Re: [tip: core/rcu] softirq: Don't try waking ksoftirqd before it has been spawned

From: Paul E. McKenney
Date: Mon Apr 12 2021 - 14:36:49 EST


On Mon, Apr 12, 2021 at 04:16:55PM +0200, Thomas Gleixner wrote:
> On Sun, Apr 11 2021 at 13:43, tip-bot wrote:
> > The following commit has been merged into the core/rcu branch of tip:
> >
> > Commit-ID: 1c0c4bc1ceb580851b2d76fdef9712b3bdae134b
> > Gitweb: https://git.kernel.org/tip/1c0c4bc1ceb580851b2d76fdef9712b3bdae134b
> > Author: Paul E. McKenney <paulmck@xxxxxxxxxx>
> > AuthorDate: Fri, 12 Feb 2021 16:20:40 -08:00
> > Committer: Paul E. McKenney <paulmck@xxxxxxxxxx>
> > CommitterDate: Mon, 15 Mar 2021 13:51:48 -07:00
> >
> > softirq: Don't try waking ksoftirqd before it has been spawned
> >
> > If there is heavy softirq activity, the softirq system will attempt
> > to awaken ksoftirqd and will stop the traditional back-of-interrupt
> > softirq processing. This is all well and good, but only if the
> > ksoftirqd kthreads already exist, which is not the case during early
> > boot, in which case the system hangs.
> >
> > One reproducer is as follows:
> >
> > tools/testing/selftests/rcutorture/bin/kvm.sh --allcpus --duration 2 --configs "TREE03" --kconfig "CONFIG_DEBUG_LOCK_ALLOC=y CONFIG_PROVE_LOCKING=y CONFIG_NO_HZ_IDLE=y CONFIG_HZ_PERIODIC=n" --bootargs "threadirqs=1" --trust-make
> >
> > This commit therefore adds a couple of existence checks for ksoftirqd
> > and forces back-of-interrupt softirq processing when ksoftirqd does not
> > yet exist. With this change, the above test passes.
>
> Color me confused. I did not follow the discussion around this
> completely, but wasn't it agreed on that this rcu torture muck can wait
> until the threads are brought up?

Yes, we can cause rcutorture to wait.

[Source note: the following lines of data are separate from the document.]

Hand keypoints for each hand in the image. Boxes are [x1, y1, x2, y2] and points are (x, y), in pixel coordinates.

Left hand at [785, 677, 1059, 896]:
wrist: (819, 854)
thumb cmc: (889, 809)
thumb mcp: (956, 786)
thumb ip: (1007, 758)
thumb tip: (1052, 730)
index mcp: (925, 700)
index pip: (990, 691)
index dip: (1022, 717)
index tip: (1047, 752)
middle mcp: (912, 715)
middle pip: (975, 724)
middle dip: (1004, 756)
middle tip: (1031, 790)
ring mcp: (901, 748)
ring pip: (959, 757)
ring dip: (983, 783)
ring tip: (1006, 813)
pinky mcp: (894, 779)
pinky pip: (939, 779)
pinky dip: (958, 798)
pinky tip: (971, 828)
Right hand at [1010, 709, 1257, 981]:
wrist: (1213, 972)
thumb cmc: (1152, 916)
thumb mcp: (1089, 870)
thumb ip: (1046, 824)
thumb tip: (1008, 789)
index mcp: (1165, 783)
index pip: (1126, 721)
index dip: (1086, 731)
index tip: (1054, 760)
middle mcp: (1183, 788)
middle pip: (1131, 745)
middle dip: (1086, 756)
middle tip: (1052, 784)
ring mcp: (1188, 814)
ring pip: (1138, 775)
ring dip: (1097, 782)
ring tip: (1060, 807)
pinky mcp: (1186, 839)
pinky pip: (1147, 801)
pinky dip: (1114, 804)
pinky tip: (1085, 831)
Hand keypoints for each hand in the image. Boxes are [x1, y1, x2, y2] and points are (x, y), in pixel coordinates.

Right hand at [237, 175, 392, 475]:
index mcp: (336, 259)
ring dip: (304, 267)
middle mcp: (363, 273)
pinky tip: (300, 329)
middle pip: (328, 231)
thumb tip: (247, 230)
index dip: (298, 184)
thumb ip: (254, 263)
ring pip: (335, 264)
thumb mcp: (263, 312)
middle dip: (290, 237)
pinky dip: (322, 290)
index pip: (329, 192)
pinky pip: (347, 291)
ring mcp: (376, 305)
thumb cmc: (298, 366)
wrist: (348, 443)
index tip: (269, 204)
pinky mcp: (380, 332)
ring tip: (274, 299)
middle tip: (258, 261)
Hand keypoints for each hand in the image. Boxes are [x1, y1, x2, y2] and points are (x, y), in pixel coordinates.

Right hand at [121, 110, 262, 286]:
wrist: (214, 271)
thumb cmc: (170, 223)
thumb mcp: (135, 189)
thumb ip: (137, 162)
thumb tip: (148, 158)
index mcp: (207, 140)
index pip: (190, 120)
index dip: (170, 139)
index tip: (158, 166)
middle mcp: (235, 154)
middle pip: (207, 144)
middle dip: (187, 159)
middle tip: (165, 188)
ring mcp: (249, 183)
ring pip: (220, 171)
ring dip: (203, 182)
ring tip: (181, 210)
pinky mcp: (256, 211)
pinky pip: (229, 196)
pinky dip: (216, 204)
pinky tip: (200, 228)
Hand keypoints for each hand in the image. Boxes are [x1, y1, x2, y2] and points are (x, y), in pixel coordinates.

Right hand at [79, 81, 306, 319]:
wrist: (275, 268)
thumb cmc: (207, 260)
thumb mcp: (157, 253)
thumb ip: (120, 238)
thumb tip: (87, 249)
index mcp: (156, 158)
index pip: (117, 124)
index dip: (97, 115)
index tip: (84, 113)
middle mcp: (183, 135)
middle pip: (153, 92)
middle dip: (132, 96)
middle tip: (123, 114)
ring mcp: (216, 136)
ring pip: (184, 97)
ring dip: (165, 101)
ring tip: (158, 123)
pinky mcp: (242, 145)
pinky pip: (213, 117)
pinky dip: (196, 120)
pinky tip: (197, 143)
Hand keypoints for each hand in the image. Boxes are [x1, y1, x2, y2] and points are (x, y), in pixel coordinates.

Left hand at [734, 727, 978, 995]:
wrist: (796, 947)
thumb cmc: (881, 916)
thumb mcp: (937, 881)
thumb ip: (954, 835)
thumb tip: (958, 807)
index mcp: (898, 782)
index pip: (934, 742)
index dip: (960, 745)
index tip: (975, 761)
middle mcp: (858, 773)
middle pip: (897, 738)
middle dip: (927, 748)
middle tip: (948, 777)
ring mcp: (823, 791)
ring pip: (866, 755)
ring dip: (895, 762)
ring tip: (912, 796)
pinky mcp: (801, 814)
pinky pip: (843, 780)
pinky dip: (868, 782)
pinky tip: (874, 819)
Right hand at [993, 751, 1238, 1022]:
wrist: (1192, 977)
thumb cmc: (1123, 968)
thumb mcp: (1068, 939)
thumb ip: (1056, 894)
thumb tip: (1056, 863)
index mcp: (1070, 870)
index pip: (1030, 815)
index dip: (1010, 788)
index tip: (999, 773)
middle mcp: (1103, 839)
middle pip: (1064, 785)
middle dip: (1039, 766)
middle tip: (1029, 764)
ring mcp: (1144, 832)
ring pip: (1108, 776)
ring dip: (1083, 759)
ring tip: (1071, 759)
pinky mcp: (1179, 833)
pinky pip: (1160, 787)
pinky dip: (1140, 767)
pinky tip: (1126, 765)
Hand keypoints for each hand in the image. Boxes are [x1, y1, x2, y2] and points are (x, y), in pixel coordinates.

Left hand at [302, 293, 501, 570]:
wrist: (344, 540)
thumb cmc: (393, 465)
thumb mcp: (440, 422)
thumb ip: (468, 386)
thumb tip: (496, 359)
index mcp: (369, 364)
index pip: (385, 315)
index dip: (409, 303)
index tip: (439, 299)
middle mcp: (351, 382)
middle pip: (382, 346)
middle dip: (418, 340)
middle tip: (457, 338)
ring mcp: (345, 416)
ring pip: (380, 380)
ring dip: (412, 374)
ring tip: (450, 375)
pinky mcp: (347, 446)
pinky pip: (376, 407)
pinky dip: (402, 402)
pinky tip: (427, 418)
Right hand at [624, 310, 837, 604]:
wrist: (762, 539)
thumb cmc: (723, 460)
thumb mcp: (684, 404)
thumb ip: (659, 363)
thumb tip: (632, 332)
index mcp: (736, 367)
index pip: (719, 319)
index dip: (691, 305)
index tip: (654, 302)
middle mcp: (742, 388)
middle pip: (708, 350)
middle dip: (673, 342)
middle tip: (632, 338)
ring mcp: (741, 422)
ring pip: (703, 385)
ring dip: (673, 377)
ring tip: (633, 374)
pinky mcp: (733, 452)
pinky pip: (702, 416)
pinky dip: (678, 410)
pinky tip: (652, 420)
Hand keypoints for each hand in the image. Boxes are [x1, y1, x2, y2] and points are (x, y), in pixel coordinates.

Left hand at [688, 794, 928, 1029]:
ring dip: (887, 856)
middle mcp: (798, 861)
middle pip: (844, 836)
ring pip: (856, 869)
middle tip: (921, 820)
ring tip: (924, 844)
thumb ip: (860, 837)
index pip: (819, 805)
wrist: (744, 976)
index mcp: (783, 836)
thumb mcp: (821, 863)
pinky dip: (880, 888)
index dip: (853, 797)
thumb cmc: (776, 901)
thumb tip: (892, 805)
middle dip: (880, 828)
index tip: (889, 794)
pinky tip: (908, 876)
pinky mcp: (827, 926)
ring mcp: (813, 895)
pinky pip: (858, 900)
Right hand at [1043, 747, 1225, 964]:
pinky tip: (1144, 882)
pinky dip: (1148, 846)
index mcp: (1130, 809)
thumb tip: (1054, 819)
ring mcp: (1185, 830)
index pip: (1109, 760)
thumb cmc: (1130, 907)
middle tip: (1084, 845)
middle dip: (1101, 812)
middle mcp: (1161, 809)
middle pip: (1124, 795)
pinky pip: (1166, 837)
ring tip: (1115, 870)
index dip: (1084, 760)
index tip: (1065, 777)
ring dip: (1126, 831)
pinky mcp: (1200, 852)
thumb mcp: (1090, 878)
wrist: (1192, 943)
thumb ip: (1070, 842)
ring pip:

But in this case, rcutorture
is just the messenger, and making it wait would simply be ignoring
the message. The message is that someone could invoke any number of
things that wait on a softirq handler's invocation during the interval
before ksoftirqd has been spawned.

We looked at spawning the ksoftirq kthreads earlier, but that just
narrows the window -- it doesn't eliminate the problem.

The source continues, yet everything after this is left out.